Il Monte Argentario è famoso per le sue bellissime spiagge, dalle lunghe distese sabbiose dei due tomboli di Giannella e Feniglia alle calette di sassi e scogli raggiungibili a piedi o via mare, fino alle bellissime isole dell’Arcipelago Toscano di Giannutri e del Giglio, raggiungibili in traghetto dal porto di Porto Santo Stefano.

  • Giannella : questa spiaggia si estende per diversi chilometri dal promontorio del Monte Argentario fino ad Albinia, si tratta di una spiaggia di sabbia sottile e colore dorato, molto apprezzata dagli amanti degli sport acquatici che, nelle giornate ventose, possono cimentarsi in evoluzioni con kite o kitesurf. La spiaggia è perfetta anche per le famiglie con i bambini piccoli, il fondale digrada infatti lentamente e le acque sono quasi sempre calme e tranquille. Tanti stabilimenti balneari, bar e ristoranti e tanti tratti di spiaggia libera. Alle spalle della spiaggia, una grande pineta.
  • Feniglia : è l’altro tombolo che collega l’Argentario alla terraferma, bagnato da un lato dalle acque del mare e dall’altro da quelle della Laguna di Orbetello, è il luogo ideale per chi ama il contatto con la natura. La spiaggia è protetta dalla Riserva Naturale Duna Feniglia, percorribile a piedi o in bicicletta, dove incontrare volpi, cinghiali e caprioli che vivono liberamente. La lunga spiaggia alterna stabilimenti balneari a lunghi tratti di spiaggia libera.
  • Cala Grande : è probabilmente la spiaggia più conosciuta del Monte Argentario, accessibile dalla strada panoramica, è molto amata anche dai proprietari di imbarcazioni, che qui amano gettare l’ancora e godere della bellezza di questo luogo.
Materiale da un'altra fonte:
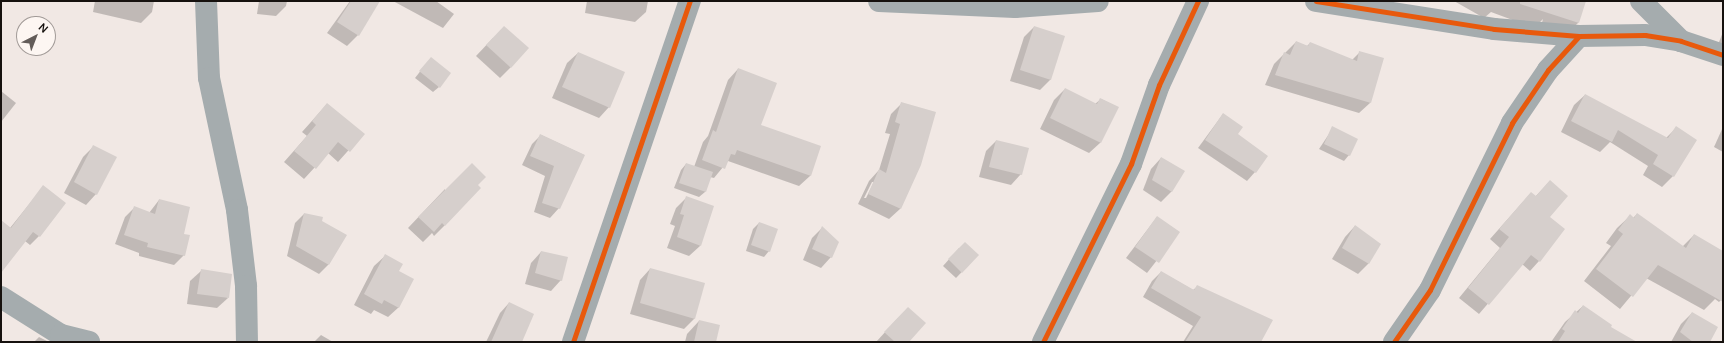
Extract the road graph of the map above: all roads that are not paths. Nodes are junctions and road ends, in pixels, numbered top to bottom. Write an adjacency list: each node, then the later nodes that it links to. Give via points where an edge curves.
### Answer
1 (206, 1): 13 (street, via 209,78 236,210 246,286)
2 (690, 1): 14 (street)
3 (879, 1): 4 (street, via 1015,7)
4 (1098, 1)
5 (1198, 1): 15 (street, via 1159,85 1132,164)
6 (1316, 1): 8 (street, via 1494,29)
7 (1641, 1): 9 (street)
8 (1578, 36): 9 (street, via 1645,35); 16 (street, via 1548,70 1512,123 1430,290)
9 (1681, 41): 10 (street)
10 (1723, 55)
11 (1, 297): 12 (street, via 61,335)
12 (89, 342)
13 (247, 342)
14 (573, 342)
15 (1043, 342)
16 (1394, 342)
La spiaggia è fatta di ciottoli e le acque sono straordinariamente limpide e di colore turchese. Bellissima la macchia mediterranea alle spalle della spiagga. Cala Grande è perfetta per gli amanti di snorkeling, i suoi fondali sono tra i più belli dell’Argentario.
  • Cala del Gesso : una delle più belle del promontorio del Monte Argentario, si può raggiungere con un percorso di circa un chilometro (abbastanza facile), che vi offrirà scorci panoramici mozzafiato. Si tratta di una caratteristica insenatura con ciottoli e acque cristalline. Di fronte alla spiaggia sorge l’isolotto dell’Argentarola. Da notare i resti di un’antica torre di avvistamento di epoca spagnola risalente al 1500.
  • Cala Piccola : deliziosa caletta accessibile dalla via panoramica. Piccola ma dal fascino indiscutibile, acque turchesi perfette per gli amanti delle immersioni.
  • Mar Morto : spiaggia raggiungibile a piedi dalla strada panoramica, il Mar Morto è una bellissima caletta intima e nascosta, ideale per chi vuole trascorrere una piacevole giornata di relax. Il fondale di questa piccola baia è tra i più belli del promontorio!

Come raggiungere il Monte Argentario

L’Agriturismo Poggio alle Calle si trova a circa 40 km dal promontorio del Monte Argentario. Per raggiungerlo bisogna procedere in direzione sud sulla SP159 seguendo le indicazioni per Manciano, poi proseguire lungo la SR74 in direzione Albinia.